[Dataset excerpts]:
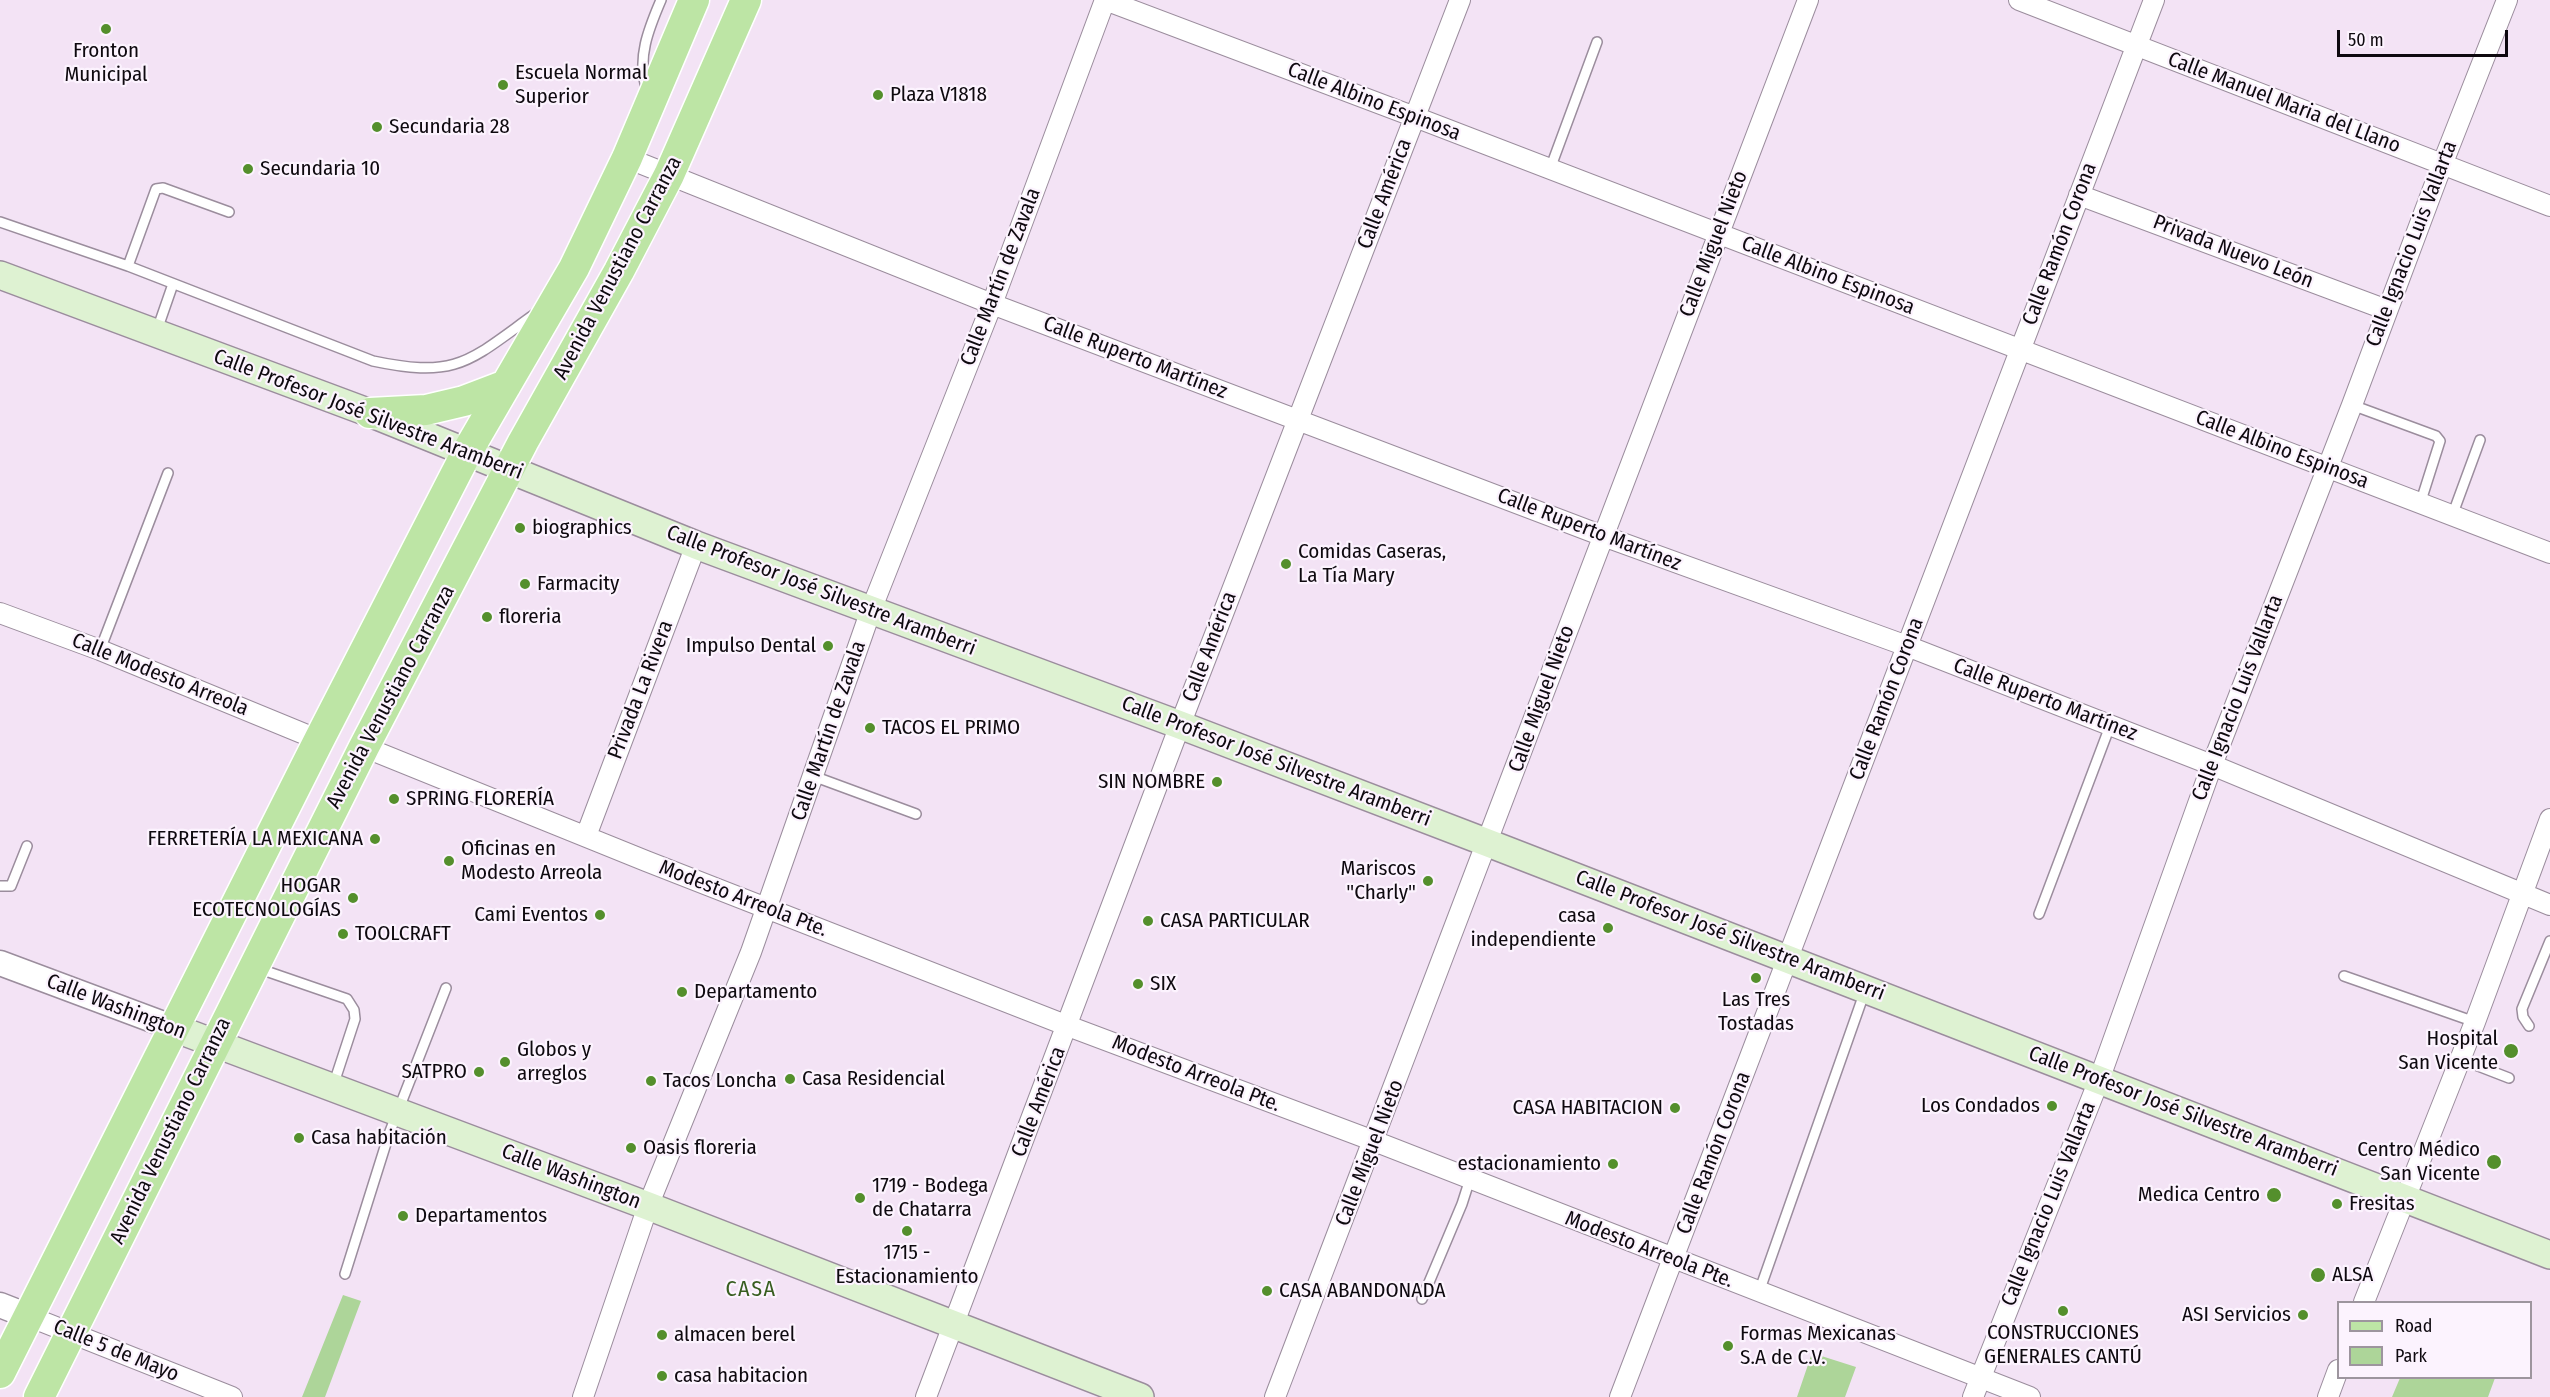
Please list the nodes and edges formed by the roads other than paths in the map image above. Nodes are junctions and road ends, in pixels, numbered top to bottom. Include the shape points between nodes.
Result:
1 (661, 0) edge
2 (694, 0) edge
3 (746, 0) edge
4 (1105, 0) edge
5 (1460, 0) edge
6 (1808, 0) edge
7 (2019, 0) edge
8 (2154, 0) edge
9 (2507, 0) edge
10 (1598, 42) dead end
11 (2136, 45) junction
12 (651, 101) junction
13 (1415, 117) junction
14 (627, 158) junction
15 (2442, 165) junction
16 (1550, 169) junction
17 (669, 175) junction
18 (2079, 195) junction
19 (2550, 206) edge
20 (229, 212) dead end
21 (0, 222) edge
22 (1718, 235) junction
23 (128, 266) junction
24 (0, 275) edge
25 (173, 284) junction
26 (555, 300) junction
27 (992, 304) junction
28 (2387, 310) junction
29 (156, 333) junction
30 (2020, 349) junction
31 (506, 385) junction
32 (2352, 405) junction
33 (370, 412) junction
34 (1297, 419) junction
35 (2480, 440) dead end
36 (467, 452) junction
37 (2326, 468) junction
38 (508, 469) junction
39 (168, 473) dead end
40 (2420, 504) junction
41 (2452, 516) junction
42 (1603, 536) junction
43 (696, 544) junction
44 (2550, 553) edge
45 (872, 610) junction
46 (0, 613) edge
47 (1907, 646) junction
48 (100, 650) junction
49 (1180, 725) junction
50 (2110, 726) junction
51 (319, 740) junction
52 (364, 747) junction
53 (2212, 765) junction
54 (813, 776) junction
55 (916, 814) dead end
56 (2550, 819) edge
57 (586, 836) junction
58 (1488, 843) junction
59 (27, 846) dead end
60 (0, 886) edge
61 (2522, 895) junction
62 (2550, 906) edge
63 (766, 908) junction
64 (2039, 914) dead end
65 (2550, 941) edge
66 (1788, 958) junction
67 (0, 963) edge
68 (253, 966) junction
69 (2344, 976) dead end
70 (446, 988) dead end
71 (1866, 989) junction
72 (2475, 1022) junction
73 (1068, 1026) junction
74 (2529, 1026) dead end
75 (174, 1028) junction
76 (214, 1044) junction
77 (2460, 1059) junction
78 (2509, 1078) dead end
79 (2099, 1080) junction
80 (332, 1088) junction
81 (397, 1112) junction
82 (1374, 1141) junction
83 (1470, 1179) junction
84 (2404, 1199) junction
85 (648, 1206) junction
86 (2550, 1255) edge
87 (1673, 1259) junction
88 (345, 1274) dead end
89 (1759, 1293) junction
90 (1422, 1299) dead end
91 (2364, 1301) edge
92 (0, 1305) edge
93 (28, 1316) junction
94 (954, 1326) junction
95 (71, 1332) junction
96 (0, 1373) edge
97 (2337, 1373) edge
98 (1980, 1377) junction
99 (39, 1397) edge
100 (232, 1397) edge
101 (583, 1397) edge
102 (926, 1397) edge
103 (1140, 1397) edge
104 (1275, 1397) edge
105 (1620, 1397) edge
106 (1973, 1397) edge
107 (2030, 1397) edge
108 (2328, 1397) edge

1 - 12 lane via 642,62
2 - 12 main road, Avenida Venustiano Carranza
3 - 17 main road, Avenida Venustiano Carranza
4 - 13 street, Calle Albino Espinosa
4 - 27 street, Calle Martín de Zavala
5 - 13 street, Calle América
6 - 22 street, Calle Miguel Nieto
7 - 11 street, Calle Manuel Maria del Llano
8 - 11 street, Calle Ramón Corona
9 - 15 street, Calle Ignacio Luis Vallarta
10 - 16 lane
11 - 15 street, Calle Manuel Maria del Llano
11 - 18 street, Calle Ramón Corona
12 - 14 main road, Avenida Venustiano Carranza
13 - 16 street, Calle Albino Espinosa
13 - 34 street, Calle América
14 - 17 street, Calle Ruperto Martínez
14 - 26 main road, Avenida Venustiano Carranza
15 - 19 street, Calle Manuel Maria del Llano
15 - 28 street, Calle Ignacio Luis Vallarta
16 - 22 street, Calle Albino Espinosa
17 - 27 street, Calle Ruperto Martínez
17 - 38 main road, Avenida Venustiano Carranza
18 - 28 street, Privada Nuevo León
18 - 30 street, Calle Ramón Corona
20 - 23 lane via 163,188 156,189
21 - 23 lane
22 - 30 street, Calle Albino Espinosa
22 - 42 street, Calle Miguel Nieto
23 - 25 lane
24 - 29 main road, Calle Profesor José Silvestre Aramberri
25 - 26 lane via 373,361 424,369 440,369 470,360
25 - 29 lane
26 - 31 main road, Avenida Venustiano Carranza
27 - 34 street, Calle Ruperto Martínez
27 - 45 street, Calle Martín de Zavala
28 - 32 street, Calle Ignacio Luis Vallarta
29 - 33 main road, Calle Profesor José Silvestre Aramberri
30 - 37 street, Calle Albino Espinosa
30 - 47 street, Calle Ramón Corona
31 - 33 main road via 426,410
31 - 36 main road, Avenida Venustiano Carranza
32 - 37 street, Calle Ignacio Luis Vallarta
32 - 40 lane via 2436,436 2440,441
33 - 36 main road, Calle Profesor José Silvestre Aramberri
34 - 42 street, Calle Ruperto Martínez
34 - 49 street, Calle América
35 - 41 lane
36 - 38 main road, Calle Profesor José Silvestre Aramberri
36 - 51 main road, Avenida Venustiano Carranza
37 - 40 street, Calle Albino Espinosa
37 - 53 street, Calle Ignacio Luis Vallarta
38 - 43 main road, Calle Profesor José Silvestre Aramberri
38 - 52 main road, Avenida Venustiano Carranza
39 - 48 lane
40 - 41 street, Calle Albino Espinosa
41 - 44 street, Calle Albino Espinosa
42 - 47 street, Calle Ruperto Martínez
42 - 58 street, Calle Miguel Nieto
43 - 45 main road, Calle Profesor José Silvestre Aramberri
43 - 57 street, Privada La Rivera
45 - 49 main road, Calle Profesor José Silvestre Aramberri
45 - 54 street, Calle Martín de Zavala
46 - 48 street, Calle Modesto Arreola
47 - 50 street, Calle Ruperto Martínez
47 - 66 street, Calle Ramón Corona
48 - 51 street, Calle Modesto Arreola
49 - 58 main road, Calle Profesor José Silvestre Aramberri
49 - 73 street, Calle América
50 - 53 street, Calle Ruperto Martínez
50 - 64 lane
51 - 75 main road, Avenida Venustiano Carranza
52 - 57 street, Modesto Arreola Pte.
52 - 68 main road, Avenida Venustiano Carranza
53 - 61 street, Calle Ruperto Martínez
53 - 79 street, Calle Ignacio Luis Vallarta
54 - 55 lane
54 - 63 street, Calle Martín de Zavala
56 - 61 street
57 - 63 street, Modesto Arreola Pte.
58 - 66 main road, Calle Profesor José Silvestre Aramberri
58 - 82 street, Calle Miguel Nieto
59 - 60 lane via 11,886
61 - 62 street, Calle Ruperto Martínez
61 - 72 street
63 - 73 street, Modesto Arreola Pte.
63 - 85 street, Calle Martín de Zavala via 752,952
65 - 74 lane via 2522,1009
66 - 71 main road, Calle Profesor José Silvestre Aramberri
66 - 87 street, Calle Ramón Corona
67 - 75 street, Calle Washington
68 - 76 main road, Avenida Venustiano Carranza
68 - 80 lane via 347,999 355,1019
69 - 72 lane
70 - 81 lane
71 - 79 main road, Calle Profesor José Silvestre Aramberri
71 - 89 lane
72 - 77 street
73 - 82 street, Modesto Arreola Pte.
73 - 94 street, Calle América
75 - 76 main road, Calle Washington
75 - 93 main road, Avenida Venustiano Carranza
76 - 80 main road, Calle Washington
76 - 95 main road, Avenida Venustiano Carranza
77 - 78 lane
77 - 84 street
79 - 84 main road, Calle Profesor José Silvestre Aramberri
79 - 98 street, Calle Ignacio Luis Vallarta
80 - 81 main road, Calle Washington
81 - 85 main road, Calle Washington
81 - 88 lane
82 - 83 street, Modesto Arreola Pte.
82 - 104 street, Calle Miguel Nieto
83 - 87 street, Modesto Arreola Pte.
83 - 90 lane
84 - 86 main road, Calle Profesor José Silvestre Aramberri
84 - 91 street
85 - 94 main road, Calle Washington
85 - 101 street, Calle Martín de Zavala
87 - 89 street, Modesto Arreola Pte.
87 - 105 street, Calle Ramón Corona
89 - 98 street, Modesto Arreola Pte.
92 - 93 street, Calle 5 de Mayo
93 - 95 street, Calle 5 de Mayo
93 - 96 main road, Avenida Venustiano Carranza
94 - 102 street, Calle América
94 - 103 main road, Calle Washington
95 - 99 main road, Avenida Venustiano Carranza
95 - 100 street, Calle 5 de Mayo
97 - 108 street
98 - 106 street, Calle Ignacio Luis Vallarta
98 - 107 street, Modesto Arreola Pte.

[Task to complete]: Lines that contain "Zavala" should be pulled from the entries above and reported.

[Task answer]:
4 - 27 street, Calle Martín de Zavala
27 - 45 street, Calle Martín de Zavala
45 - 54 street, Calle Martín de Zavala
54 - 63 street, Calle Martín de Zavala
63 - 85 street, Calle Martín de Zavala via 752,952
85 - 101 street, Calle Martín de Zavala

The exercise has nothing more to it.